**DIRECTIONS FOR THIS TASK:**
Filter the entries beneath this task, copying only the lines that hold the word "each".

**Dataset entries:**

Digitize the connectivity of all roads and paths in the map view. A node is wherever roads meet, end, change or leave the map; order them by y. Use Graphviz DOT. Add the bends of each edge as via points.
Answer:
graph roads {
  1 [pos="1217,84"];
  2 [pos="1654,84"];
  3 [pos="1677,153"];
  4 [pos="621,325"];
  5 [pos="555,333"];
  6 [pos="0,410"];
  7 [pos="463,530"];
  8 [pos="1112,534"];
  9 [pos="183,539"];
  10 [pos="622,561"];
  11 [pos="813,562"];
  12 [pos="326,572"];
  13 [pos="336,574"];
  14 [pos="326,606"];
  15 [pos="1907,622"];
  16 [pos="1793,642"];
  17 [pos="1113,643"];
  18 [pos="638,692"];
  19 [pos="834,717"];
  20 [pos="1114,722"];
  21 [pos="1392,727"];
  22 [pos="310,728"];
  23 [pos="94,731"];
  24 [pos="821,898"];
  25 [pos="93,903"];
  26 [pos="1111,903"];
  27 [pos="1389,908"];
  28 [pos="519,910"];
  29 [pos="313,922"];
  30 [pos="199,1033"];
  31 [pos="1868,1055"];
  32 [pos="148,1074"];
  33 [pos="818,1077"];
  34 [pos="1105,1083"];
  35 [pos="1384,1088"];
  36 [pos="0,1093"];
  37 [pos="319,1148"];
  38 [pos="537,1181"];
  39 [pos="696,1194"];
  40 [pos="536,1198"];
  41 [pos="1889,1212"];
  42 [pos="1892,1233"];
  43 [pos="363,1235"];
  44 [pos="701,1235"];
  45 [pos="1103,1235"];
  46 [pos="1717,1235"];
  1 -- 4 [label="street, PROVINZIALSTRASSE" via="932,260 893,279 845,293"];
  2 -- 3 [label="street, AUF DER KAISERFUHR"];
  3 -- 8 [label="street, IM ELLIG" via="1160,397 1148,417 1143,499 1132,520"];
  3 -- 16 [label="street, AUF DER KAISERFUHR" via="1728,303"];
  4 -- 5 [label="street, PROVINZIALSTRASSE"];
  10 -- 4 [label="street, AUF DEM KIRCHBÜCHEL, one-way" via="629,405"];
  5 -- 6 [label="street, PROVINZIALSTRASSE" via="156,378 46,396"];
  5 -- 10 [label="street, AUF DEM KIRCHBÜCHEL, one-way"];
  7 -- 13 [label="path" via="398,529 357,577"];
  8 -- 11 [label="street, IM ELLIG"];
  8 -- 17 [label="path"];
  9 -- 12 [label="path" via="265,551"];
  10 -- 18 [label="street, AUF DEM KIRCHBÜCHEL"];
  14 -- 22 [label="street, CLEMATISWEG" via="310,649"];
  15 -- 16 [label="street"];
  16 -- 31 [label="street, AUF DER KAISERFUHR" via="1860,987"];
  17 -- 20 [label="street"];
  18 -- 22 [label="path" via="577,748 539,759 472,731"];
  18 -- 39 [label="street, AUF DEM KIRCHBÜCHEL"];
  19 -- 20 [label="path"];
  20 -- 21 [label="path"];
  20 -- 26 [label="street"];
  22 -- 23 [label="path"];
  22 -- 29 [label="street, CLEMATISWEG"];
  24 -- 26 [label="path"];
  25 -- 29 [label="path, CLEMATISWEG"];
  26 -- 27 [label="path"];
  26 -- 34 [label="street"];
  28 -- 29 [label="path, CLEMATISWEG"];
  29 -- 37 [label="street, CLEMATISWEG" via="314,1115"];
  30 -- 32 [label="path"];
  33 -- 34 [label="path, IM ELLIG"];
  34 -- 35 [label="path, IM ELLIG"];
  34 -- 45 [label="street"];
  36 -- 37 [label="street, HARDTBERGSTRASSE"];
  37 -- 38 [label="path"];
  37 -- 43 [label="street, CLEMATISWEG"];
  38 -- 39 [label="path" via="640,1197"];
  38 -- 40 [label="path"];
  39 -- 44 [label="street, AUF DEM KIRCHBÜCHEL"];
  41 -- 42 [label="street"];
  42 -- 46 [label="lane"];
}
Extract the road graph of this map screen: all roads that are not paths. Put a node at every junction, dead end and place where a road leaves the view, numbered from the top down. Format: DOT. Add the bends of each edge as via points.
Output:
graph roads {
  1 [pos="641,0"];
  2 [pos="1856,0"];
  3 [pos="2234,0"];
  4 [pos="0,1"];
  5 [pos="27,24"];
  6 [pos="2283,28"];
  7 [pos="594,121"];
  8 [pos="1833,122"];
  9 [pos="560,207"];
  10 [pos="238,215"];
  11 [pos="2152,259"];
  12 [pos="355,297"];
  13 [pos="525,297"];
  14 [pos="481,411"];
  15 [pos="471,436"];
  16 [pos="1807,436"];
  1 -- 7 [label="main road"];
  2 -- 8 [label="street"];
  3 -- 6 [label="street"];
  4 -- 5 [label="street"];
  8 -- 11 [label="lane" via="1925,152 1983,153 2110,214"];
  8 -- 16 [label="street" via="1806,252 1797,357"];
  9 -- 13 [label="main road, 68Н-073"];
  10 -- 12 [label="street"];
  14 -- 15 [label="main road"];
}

**RESPONSE:**
Digitize the connectivity of all roads and paths in the map view. A node is wherever roads meet, end, change or leave the map; order them by y. Use Graphviz DOT. Add the bends of each edge as via points.
Extract the road graph of this map screen: all roads that are not paths. Put a node at every junction, dead end and place where a road leaves the view, numbered from the top down. Format: DOT. Add the bends of each edge as via points.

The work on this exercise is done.